Preparing for Worship – Timothy Peoples, senior pastor.
It is said that during the march in Selma, the people chanted “We shall overcome” as they walked the rough streets. The Jews in the group chanted the same, but in Hebrew. As I read that part of the story, it made me think, “Maybe it is time for us to hear, learn and speak a different language.”
Allan Boesak, the South African theologian who labored alongside Desmond Tutu and others to confront racism, materialism and militarism in South Africa, suggests we as a prophetic people should not be afraid to speak a different language regarding the suffering of humanity.
Boesak writes, “We are in no position to offer comfort, compassion and justice to a suffering, bleeding humanity overwhelmed by a petrifying indifference, if we do not believe that there is good news they should hear. And we cannot speak a language of hope and resilience, of resistance and redemption, if we do not unlearn the language of imperial compliance: of domination and subjugation, of carelessness and indifference, of diplomatic evasion.”

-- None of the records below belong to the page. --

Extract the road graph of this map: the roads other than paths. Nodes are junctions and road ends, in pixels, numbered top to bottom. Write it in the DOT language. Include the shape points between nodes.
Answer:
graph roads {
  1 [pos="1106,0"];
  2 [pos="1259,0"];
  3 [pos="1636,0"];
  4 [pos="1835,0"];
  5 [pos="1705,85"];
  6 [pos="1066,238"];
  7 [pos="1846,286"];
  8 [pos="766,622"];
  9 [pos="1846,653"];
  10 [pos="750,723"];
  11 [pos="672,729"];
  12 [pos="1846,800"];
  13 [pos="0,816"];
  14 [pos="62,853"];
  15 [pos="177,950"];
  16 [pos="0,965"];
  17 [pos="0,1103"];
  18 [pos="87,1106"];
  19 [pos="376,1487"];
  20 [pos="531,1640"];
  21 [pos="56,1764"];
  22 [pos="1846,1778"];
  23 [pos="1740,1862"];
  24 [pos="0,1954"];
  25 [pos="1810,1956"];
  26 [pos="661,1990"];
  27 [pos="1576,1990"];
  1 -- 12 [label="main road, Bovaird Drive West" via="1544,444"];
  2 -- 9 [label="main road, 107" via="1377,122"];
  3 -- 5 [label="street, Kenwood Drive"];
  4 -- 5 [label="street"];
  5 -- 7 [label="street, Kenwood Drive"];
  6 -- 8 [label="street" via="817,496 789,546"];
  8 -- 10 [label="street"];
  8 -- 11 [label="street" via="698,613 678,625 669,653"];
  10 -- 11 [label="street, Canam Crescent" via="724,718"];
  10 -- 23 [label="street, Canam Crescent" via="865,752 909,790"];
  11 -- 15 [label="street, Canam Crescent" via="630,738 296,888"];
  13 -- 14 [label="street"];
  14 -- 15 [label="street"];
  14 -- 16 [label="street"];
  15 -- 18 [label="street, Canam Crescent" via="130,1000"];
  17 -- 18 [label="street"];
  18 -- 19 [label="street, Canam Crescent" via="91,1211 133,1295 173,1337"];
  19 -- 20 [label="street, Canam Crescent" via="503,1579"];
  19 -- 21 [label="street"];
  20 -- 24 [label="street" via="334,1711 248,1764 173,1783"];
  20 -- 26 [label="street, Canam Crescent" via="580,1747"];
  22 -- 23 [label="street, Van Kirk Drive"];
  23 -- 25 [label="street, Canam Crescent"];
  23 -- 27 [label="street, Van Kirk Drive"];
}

Y’all, no longer can we be afraid to speak. To speak out against the wrongs happening around us. To call out what is deeply systemic, what is deliberately built into systems of oppression, domination and dehumanization.
Our language must be courageous, liberating, transformative, healing and inclusive. A language that does not just satisfy our own needs and desires but goes beyond ourselves and empowers the suffering, the weak and the vulnerable, the dehumanized and the demonized, the outcasts and the excluded.
When we spend time unlearning the language of imperial compliance, we make a space for the voices that often go unheard — for the voices of those who have already learned the importance of a different, empowering language — for all voices. On this Pentecost, may we open our hearts not only to the “languages” we know, but others that are crying out suggesting a new way to move forward led by the Holy Spirit.